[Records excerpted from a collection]
○ ○ ○ ○ ○ ○ ○

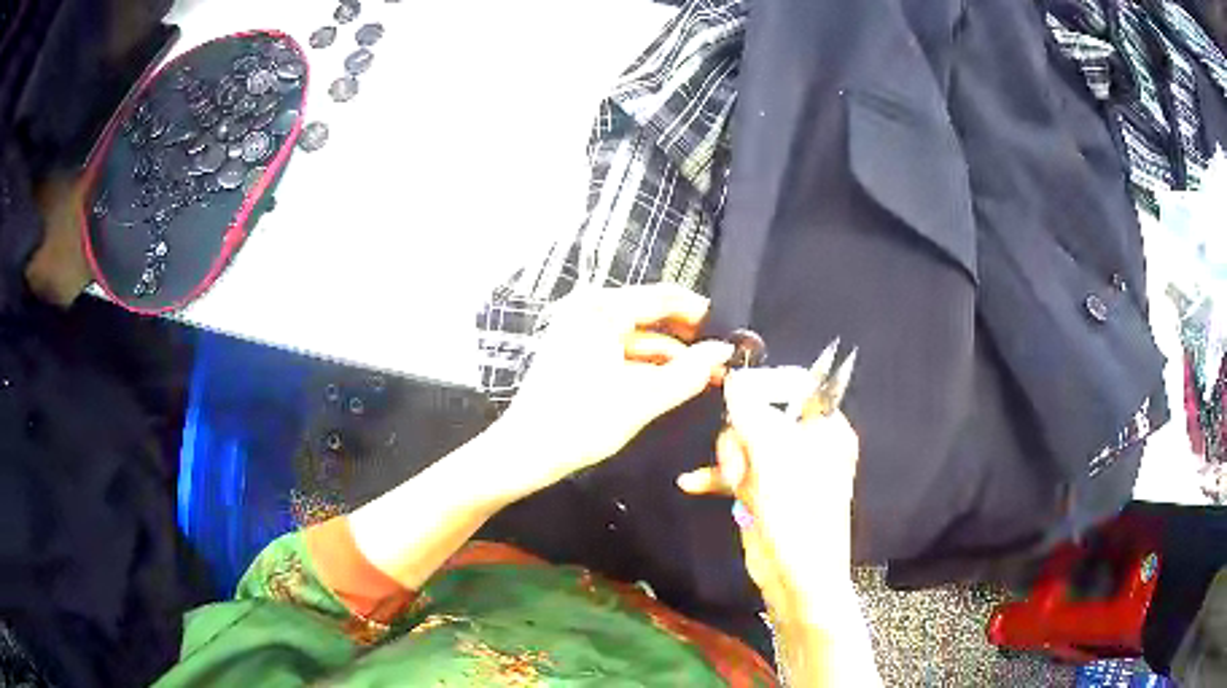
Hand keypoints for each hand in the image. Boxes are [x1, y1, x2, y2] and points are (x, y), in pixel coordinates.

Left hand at [493, 284, 733, 500]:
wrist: (524, 453)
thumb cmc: (580, 422)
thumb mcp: (642, 399)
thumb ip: (688, 372)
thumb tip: (723, 351)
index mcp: (602, 309)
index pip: (664, 296)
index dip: (701, 313)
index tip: (729, 333)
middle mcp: (589, 309)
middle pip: (651, 314)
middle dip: (687, 338)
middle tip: (719, 359)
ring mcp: (579, 330)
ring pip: (638, 335)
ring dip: (670, 355)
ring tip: (704, 376)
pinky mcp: (576, 352)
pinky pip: (621, 349)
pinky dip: (647, 364)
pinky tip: (671, 382)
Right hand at [677, 366, 861, 614]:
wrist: (797, 579)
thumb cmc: (798, 515)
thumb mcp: (775, 460)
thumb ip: (752, 416)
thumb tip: (734, 380)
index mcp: (825, 429)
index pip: (797, 386)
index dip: (766, 385)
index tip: (736, 392)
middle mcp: (806, 443)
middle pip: (761, 413)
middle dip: (741, 434)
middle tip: (739, 460)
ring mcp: (782, 469)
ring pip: (744, 442)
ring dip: (728, 459)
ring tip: (727, 481)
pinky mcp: (762, 491)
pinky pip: (734, 472)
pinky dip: (716, 477)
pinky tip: (691, 483)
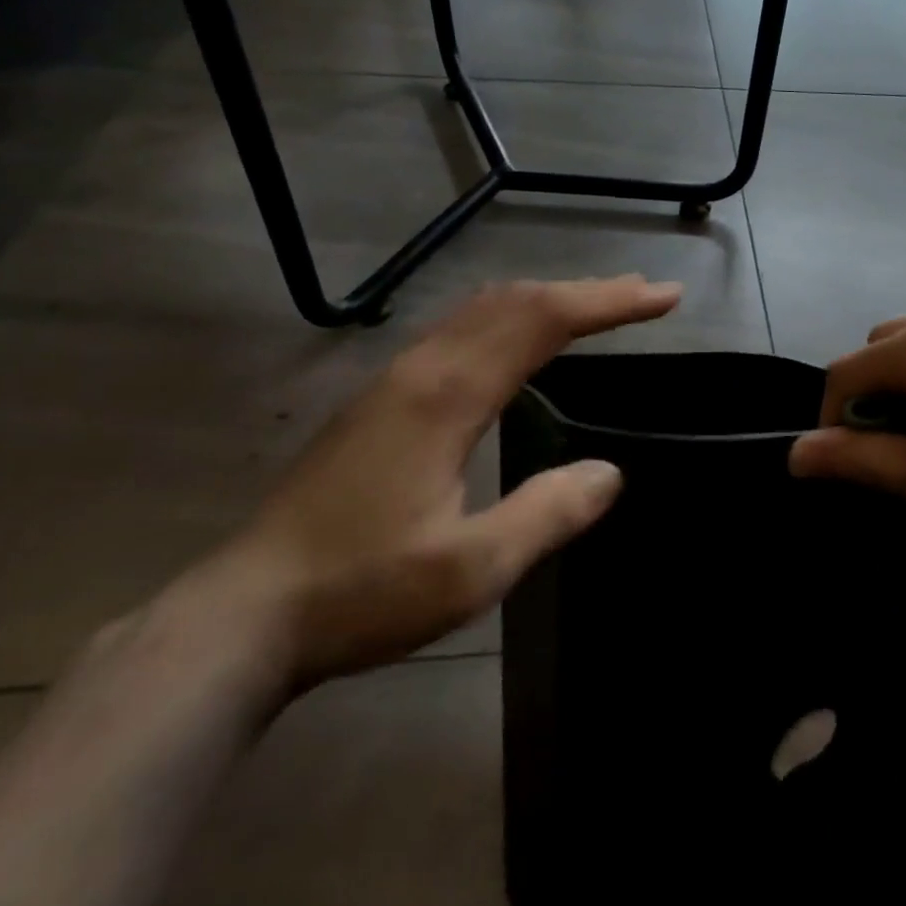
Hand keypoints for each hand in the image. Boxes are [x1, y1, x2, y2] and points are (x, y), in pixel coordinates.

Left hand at [219, 276, 680, 686]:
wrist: (243, 615)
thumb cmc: (361, 592)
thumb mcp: (471, 570)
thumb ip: (547, 514)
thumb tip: (609, 473)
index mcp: (447, 396)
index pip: (543, 320)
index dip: (609, 302)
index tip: (662, 298)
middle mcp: (421, 369)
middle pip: (514, 301)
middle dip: (585, 290)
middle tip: (642, 295)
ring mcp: (393, 381)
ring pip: (481, 310)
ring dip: (545, 299)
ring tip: (595, 308)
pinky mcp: (379, 401)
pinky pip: (458, 331)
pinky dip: (509, 319)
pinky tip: (518, 345)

○ ○ ○ ○ ○ ○ ○

» ACTIVITY:
Using the records above, filter out every line that lacks the string "thumb" and copy the rest.

» SOLUTION FOR THIS PROBLEM:
thumb cmc: (580, 422)
thumb mcp: (642, 399)
thumb ip: (688, 372)
thumb tip: (723, 351)
thumb cmc: (798, 515)
thumb mcp: (775, 460)
thumb ip: (752, 416)
thumb tip: (734, 380)
thumb cmc: (361, 592)
thumb mcp: (471, 570)
thumb ip: (547, 514)
thumb tip: (609, 473)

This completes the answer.